Experimental study on drag coefficient of flexible vegetation under non-breaking waves
Rui A. Reis (Lisbon Technical University, National Laboratory of Civil Engineering (LNEC))
Conceição Juana Fortes (National Laboratory of Civil Engineering (LNEC))
José R. P. Rodrigues (CIMA, Instituto Politécnico de Lisboa)
Zhan Hu (Southern Marine Science and Engineering Guangdong Laboratory (Zhuhai), Sun Yat-sen University, Ministry of Education, Zhuhai)

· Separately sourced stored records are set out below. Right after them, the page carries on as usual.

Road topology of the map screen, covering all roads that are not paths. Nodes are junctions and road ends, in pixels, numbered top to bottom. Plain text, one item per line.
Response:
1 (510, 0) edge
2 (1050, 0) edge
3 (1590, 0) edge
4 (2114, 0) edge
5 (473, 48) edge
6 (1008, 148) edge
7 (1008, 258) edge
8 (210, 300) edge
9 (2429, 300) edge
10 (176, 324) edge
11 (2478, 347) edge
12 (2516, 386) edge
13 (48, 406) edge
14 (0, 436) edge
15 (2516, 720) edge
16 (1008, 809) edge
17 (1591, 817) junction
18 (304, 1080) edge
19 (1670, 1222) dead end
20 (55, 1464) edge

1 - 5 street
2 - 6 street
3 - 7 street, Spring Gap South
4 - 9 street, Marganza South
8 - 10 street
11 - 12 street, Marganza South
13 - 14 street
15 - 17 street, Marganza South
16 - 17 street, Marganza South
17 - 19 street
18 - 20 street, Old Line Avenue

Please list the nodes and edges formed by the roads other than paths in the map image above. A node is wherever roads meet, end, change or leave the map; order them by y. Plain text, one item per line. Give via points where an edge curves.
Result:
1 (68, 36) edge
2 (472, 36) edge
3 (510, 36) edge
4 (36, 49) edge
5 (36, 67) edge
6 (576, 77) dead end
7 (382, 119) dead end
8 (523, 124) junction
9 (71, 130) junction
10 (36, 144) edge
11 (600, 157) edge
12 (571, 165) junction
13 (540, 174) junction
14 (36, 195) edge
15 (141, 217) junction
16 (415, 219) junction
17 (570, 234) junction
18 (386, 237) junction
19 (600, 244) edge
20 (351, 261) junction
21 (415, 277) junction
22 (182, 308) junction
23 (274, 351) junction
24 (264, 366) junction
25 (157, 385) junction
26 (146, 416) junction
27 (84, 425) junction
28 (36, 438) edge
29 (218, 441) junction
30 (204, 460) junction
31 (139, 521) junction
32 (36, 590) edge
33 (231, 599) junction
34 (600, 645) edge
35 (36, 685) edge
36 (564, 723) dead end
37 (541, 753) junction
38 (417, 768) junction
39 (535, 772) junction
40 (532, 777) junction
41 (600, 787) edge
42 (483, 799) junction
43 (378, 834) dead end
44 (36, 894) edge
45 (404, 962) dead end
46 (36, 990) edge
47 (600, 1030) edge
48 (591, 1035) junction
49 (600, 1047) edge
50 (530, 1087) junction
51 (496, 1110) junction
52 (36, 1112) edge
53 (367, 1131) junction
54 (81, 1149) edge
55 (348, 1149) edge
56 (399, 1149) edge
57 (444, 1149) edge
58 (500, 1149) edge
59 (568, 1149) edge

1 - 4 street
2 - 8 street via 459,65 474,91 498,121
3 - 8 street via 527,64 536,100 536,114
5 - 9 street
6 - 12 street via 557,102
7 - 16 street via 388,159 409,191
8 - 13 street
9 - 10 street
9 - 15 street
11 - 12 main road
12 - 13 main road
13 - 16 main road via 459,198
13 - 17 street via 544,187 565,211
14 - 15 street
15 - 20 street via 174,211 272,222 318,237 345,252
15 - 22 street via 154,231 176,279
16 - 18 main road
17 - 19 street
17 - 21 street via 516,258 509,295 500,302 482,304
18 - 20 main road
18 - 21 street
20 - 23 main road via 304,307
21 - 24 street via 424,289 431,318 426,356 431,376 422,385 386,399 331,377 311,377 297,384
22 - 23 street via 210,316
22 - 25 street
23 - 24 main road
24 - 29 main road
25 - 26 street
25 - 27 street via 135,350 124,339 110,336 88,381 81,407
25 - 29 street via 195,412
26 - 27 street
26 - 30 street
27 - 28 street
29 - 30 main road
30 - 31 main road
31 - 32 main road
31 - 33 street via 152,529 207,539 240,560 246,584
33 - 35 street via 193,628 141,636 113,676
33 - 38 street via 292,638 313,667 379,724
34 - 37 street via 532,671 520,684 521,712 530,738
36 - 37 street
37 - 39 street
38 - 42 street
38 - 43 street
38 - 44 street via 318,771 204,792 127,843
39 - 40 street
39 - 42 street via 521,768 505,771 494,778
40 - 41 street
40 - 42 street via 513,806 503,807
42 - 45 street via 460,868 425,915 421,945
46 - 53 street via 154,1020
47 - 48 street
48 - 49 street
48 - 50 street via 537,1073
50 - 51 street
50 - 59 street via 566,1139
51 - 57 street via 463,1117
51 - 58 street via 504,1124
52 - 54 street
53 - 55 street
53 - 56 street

T. Suzuki (TU Delft - Environmental Fluid Mechanics, Flanders Hydraulics Research)
More Info
expand_more
Other than for strictly personal use, it is not permitted to download, forward or distribute the text or part of it, without the consent of the author(s) and/or copyright holder(s), unless the work is under an open content license such as Creative Commons.
Abstract
Laboratory experiments of wave propagation over rigid and flexible vegetation fields, with the same configurations, were conducted to understand the effect of vegetation flexibility on the drag coefficient (CD). The direct method and the least squares method (LSM), based on force and flow measurements, are applied to calculate the CD in the experimental conditions. The formulations of both methods are extended to estimate the CD for flexible vegetation cases. A video analysis was performed to account for the swaying motion. Typically, wave dissipation is lower for flexible than for rigid vegetation of the same configuration, under the same flow condition. Therefore, a proportional effect in the corresponding CD results, obtained from common CD calibration to wave dissipation without considering vegetation motion, is usually observed. However, the present results show that although the wave dissipation was 34% lower for flexible relative to rigid vegetation, the respective CD values were close. CD estimations considering vegetation motion and inertia suggest that CD of flexible vegetation was up to 13% higher relative to rigid vegetation. Accounting for inertia reduced the CD for rigid vegetation up to 7%, while raised the CD for flexible vegetation up to 13%.